▶ _Records for the task_:

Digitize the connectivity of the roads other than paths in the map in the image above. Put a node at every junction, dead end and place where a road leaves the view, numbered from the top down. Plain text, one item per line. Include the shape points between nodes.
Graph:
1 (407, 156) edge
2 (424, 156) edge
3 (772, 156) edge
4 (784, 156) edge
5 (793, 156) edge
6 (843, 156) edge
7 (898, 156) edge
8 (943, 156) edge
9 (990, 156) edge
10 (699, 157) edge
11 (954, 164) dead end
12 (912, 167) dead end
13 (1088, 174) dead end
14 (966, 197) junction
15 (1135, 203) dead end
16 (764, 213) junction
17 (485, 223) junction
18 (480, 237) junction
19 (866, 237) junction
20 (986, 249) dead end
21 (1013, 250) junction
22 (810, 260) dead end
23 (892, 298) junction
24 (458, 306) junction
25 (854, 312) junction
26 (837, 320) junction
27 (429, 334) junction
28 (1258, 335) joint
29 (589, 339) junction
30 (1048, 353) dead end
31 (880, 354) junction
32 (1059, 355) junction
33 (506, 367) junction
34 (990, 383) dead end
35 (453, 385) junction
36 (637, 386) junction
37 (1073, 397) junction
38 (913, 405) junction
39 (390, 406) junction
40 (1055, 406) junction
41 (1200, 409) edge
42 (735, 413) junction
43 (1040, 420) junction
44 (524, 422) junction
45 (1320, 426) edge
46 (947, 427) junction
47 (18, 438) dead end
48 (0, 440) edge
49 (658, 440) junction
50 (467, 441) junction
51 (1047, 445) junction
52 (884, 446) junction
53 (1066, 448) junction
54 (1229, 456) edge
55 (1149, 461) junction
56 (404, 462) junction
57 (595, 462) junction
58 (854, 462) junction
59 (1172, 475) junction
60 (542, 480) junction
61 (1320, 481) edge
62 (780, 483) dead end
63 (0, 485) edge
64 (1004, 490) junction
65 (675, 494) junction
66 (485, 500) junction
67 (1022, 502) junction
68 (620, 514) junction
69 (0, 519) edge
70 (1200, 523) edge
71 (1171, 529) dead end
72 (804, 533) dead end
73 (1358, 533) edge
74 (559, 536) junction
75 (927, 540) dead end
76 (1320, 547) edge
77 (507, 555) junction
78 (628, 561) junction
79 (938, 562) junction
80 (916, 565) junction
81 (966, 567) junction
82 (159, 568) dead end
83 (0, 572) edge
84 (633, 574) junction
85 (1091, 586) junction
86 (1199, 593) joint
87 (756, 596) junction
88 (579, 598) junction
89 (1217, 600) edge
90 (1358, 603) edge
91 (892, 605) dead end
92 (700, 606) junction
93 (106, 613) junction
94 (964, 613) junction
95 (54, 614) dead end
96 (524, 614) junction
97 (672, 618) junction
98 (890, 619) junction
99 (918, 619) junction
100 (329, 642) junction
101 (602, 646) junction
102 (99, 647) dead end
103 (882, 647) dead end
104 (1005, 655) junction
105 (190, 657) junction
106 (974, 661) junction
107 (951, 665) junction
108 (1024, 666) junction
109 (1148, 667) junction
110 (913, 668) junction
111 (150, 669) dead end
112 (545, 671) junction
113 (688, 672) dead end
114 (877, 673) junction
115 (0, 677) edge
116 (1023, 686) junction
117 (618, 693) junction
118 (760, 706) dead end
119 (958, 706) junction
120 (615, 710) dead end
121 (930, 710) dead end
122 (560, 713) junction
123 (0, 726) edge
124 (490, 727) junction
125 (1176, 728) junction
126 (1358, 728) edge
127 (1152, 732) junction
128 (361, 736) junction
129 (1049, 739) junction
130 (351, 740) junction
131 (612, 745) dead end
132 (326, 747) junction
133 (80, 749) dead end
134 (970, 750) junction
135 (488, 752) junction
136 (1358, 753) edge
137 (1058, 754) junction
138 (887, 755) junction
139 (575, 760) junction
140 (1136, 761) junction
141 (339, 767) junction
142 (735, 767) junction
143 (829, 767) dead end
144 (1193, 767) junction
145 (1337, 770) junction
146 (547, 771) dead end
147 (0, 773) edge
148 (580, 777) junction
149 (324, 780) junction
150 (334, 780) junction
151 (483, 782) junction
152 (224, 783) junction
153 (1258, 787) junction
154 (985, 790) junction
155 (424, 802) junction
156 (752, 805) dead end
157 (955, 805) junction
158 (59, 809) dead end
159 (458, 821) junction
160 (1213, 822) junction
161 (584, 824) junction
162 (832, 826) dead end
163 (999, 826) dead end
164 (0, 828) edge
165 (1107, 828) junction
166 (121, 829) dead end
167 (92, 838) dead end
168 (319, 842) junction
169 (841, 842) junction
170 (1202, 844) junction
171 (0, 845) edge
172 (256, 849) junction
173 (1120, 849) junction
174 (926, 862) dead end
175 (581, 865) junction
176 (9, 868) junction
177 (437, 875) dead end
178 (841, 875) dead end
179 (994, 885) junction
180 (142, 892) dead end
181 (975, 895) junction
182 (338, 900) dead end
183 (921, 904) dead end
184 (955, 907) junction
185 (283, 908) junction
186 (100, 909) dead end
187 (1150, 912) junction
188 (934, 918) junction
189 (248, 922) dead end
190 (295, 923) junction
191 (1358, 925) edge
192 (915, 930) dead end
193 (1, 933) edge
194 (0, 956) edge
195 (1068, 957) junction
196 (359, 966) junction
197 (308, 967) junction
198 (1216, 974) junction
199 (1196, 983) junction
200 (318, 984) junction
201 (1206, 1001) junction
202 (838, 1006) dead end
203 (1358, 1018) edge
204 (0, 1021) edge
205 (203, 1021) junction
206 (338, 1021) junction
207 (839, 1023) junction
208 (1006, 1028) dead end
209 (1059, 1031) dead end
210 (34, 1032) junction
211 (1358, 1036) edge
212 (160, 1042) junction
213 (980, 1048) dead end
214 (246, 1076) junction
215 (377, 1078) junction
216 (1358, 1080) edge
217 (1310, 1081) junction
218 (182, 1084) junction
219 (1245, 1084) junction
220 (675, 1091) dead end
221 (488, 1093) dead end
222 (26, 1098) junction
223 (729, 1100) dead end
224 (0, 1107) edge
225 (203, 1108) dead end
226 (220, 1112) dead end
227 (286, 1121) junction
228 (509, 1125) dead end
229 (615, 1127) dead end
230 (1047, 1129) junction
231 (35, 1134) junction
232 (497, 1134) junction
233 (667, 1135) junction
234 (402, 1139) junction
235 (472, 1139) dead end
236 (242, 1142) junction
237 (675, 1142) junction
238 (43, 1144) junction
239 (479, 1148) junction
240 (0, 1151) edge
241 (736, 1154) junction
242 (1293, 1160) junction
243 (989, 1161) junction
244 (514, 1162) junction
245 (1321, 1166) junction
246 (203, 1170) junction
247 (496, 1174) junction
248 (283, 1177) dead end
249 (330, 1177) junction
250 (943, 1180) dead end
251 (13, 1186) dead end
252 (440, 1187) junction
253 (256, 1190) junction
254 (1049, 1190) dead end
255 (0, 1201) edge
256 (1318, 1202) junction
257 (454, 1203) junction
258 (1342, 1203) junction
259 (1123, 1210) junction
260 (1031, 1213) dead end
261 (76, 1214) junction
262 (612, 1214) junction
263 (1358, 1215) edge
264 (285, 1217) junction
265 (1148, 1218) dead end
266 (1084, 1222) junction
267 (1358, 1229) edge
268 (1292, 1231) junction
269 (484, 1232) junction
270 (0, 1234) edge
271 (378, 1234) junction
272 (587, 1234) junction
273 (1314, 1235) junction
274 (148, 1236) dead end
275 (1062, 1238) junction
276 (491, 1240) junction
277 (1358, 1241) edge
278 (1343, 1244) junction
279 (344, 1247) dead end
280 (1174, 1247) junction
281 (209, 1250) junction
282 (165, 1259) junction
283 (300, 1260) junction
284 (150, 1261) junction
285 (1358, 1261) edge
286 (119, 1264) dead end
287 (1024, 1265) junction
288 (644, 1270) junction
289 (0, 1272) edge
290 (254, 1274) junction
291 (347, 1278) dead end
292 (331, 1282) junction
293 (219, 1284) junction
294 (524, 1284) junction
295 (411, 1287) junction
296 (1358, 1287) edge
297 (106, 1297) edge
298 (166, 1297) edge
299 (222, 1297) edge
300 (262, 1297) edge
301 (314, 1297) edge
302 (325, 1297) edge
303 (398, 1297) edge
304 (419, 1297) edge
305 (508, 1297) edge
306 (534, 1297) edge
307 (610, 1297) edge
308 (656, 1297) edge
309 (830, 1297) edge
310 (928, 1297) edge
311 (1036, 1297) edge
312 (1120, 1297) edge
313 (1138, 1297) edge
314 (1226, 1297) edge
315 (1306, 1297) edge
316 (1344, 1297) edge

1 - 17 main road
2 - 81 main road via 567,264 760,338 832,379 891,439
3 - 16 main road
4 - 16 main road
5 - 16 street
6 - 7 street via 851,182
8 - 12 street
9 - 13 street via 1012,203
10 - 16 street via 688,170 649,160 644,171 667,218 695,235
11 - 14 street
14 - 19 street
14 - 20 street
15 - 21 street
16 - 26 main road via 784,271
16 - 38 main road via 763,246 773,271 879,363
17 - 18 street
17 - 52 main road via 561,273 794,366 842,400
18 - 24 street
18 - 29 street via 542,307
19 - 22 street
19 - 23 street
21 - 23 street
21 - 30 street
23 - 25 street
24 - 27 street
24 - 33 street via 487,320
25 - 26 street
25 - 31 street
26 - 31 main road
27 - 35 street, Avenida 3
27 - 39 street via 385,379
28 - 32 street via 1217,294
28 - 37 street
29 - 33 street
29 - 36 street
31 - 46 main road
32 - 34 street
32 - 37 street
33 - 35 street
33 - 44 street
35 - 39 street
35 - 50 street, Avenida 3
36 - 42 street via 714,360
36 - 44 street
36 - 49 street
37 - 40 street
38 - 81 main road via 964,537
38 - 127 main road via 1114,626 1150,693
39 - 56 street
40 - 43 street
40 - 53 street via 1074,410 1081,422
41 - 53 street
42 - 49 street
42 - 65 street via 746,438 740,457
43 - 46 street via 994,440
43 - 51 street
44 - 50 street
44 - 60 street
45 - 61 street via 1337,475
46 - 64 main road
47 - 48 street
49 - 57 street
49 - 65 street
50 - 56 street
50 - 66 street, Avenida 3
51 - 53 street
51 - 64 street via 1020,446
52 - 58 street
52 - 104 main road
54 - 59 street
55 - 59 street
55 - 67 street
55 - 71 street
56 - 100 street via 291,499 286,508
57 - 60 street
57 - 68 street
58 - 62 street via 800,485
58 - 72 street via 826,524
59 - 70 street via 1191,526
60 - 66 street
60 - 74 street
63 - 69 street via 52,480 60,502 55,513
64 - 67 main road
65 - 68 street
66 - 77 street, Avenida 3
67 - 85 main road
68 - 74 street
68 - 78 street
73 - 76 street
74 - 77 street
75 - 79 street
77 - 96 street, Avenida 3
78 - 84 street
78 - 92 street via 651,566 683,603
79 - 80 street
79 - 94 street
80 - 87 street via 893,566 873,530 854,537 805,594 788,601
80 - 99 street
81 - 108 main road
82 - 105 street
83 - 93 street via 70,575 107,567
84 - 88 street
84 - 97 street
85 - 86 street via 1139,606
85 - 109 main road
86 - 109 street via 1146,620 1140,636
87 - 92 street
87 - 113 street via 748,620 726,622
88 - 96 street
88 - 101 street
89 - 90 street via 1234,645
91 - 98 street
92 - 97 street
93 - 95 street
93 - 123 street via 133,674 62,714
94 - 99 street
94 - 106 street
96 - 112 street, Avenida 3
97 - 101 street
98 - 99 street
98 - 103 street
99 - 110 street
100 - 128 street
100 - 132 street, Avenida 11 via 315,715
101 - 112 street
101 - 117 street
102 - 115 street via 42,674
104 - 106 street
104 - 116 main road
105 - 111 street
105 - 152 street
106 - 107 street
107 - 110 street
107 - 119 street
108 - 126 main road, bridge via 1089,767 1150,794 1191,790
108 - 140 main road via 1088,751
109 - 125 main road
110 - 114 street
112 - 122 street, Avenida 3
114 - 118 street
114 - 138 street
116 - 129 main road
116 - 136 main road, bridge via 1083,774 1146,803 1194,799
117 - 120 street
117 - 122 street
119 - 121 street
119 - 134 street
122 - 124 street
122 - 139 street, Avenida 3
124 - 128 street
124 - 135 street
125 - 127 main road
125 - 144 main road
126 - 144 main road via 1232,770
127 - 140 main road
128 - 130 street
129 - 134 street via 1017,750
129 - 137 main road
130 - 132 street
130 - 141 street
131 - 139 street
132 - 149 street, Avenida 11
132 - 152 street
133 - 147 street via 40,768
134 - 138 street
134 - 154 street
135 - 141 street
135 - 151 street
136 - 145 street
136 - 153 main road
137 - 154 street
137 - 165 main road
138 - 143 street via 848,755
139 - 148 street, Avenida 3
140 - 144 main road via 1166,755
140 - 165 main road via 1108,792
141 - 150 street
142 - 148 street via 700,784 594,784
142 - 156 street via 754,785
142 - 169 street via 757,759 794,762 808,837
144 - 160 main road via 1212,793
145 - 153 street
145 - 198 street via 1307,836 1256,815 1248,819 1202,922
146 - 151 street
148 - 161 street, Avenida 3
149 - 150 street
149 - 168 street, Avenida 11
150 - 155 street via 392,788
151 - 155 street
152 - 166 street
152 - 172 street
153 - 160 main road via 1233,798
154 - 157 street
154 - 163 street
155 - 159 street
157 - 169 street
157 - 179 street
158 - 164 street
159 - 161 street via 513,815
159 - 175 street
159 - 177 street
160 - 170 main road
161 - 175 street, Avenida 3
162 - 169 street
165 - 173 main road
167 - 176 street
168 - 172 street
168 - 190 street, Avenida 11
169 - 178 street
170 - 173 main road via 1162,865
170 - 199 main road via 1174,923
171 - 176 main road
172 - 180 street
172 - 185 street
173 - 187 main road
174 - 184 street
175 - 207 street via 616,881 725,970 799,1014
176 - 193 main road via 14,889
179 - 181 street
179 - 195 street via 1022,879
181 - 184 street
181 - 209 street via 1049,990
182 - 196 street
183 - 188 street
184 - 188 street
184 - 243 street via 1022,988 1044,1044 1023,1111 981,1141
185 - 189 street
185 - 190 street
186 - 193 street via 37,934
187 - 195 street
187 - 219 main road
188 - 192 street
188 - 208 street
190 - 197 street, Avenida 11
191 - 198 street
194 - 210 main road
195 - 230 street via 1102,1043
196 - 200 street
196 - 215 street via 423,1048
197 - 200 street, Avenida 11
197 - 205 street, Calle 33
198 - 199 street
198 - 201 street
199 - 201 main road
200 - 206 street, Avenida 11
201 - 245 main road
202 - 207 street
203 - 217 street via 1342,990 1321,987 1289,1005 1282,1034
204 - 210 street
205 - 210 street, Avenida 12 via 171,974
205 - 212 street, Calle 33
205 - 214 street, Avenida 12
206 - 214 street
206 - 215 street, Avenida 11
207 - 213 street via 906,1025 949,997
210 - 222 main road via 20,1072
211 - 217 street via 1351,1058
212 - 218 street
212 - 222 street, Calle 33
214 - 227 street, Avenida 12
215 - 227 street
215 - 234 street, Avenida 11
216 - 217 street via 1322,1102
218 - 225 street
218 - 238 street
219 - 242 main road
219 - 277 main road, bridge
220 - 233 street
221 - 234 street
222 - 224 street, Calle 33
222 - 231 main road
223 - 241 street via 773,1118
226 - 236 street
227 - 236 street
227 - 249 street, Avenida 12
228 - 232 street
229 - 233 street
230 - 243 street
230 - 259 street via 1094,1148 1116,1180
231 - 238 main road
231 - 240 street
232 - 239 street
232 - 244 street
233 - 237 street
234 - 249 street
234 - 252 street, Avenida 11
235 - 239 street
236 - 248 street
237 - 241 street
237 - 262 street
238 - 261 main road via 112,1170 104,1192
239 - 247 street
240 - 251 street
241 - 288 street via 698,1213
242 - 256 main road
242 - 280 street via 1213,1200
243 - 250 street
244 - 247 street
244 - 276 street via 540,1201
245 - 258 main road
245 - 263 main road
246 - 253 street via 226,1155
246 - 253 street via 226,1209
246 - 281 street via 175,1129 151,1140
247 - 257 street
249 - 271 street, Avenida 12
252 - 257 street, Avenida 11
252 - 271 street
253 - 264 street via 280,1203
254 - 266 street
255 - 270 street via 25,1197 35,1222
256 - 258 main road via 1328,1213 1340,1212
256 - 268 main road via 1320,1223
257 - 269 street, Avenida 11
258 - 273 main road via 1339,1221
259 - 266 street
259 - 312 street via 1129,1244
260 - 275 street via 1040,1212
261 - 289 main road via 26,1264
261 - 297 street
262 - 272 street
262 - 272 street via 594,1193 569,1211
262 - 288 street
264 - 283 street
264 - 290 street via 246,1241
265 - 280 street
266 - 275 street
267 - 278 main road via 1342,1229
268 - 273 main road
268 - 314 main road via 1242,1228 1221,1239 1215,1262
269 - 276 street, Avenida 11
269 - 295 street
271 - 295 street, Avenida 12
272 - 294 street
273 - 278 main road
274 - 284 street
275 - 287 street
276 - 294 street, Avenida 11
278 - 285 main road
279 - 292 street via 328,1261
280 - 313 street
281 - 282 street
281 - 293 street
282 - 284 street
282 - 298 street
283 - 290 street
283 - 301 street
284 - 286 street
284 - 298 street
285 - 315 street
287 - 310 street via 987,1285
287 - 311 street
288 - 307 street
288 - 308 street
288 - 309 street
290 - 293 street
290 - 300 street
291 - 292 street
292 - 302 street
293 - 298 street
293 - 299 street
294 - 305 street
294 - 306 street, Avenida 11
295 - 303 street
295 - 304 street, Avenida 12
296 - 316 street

▶ _What is expected_:
Every line in the data that holds the string "bridge" should be copied.

▶ _Reply to the exercise_:
108 - 126 main road, bridge via 1089,767 1150,794 1191,790
116 - 136 main road, bridge via 1083,774 1146,803 1194,799
219 - 277 main road, bridge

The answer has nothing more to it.